[Stored items]
****
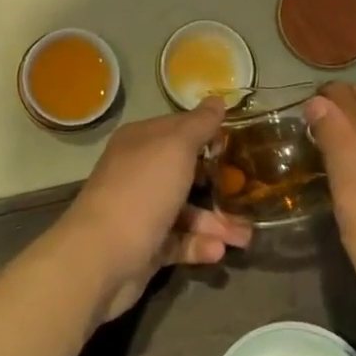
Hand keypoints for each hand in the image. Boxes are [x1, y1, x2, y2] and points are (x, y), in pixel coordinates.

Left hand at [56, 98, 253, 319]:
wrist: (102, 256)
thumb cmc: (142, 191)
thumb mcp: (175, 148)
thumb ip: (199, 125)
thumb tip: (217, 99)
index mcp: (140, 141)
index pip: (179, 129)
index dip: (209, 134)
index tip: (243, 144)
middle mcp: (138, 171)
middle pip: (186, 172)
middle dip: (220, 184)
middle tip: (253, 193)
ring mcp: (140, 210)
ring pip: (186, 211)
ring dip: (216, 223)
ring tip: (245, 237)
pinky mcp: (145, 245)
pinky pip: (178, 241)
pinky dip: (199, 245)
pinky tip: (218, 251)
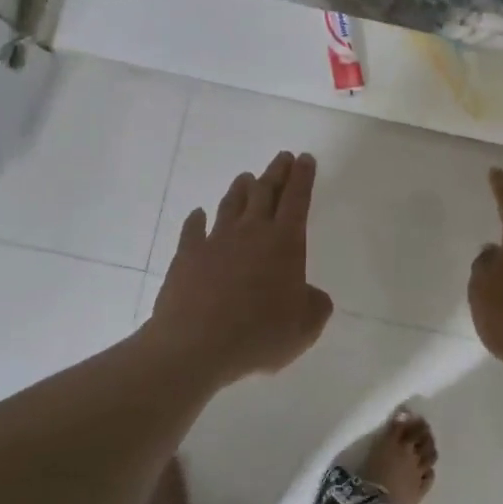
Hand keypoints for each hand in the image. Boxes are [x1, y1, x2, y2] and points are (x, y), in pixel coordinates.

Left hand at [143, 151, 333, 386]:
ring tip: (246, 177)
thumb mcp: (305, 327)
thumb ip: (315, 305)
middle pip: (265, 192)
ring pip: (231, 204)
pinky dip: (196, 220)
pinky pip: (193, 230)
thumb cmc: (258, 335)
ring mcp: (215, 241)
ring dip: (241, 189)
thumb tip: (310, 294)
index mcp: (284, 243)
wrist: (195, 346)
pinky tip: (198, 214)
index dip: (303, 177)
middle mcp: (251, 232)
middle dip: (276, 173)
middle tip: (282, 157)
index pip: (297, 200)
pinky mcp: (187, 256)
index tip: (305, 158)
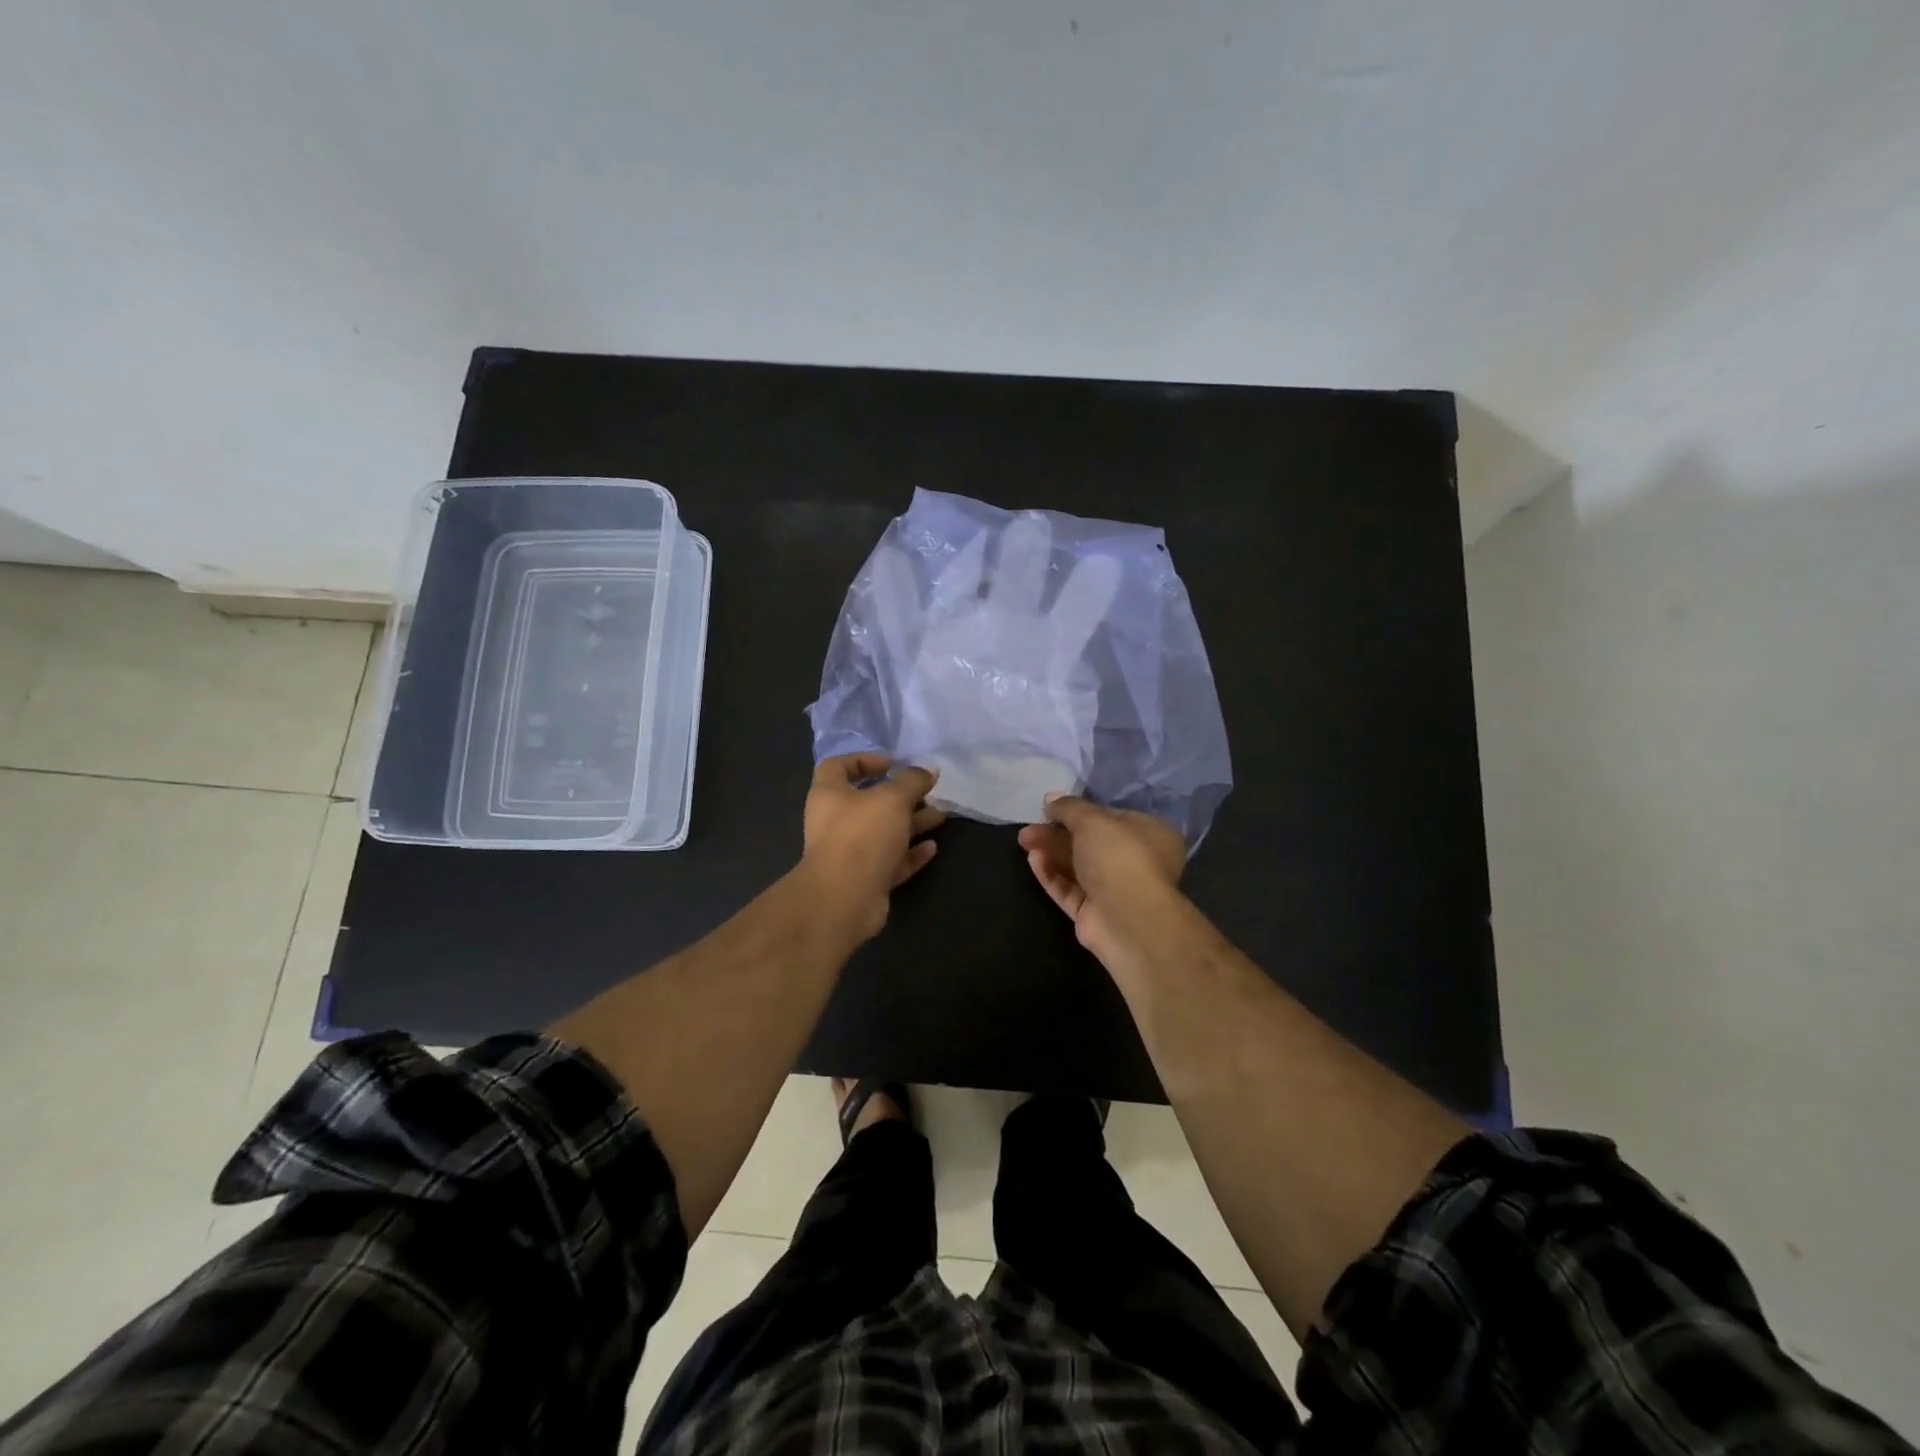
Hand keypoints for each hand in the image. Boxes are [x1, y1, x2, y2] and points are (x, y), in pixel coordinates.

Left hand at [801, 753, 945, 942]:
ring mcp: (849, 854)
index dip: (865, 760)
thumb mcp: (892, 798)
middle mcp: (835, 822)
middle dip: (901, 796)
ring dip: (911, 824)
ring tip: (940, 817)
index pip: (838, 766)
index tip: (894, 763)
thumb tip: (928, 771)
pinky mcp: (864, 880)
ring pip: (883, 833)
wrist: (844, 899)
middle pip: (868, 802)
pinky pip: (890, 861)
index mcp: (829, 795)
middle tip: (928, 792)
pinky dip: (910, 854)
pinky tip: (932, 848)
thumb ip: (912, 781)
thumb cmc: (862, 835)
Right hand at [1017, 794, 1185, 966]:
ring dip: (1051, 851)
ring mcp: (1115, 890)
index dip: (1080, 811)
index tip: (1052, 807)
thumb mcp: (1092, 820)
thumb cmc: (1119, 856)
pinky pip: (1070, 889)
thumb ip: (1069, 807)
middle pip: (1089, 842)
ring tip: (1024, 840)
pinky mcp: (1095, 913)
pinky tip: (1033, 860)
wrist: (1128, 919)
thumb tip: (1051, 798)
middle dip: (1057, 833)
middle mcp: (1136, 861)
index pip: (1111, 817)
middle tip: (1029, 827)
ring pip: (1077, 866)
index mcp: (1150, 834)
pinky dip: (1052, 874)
****
- WHAT THE TASK ASKS
Your answer must be the exact lines from the one containing "thumb ip: (315, 305)" through the last line of the records above, with both included and no pictures.

- EXERCISE ANSWER
thumb ip: (315, 305)
middle pip: (265, 192)
ring pip: (231, 204)
pinky dip: (196, 220)
pinky pip: (193, 230)
thumb cmc: (258, 335)
ring mcp: (215, 241)
ring dip: (241, 189)
thumb tip: (310, 294)
index mcp: (284, 243)
wrist: (195, 346)
pinky tip: (198, 214)
index dip: (303, 177)
middle mcp: (251, 232)
middle dip: (276, 173)
middle tip: (282, 157)
index pip: (297, 200)
pinky mcp: (187, 256)
index tip: (305, 158)
Hand keypoints for each hand in the image. Boxes are [x1, y1, x2, y2] and points are (x, y), in pixel coordinates.

Left hand at [801, 753, 945, 942]:
ring mcp: (849, 854)
index dip: (865, 760)
thumb mcp: (892, 798)
middle mcp: (835, 822)
middle dip: (901, 796)
ring dip: (911, 824)
ring tip: (940, 817)
index pip: (838, 766)
index tip: (894, 763)
thumb tip: (928, 771)
pinky mcp: (864, 880)
ring pip: (883, 833)
wrist: (844, 899)
middle pip: (868, 802)
pinky pip: (890, 861)
index mcp: (829, 795)
middle tip: (928, 792)
pinky dip: (910, 854)
pinky tip: (932, 848)
thumb ip: (912, 781)
thumb cmc: (862, 835)
Right hand at [1017, 794, 1185, 966]:
ring dip: (1051, 851)
ring mcp: (1115, 890)
index dip: (1080, 811)
index tip: (1052, 807)
thumb mcp: (1092, 820)
thumb cmc: (1119, 856)
pinky pip: (1070, 889)
thumb ip: (1069, 807)
middle pip: (1089, 842)
ring tip: (1024, 840)
pinky mcp: (1095, 913)
pinky tip: (1033, 860)
wrist: (1128, 919)
thumb tip: (1051, 798)
middle dip: (1057, 833)
middle mcp: (1136, 861)
index pip: (1111, 817)
middle tip: (1029, 827)
ring pip: (1077, 866)
index mcp: (1150, 834)
pinky dip: (1052, 874)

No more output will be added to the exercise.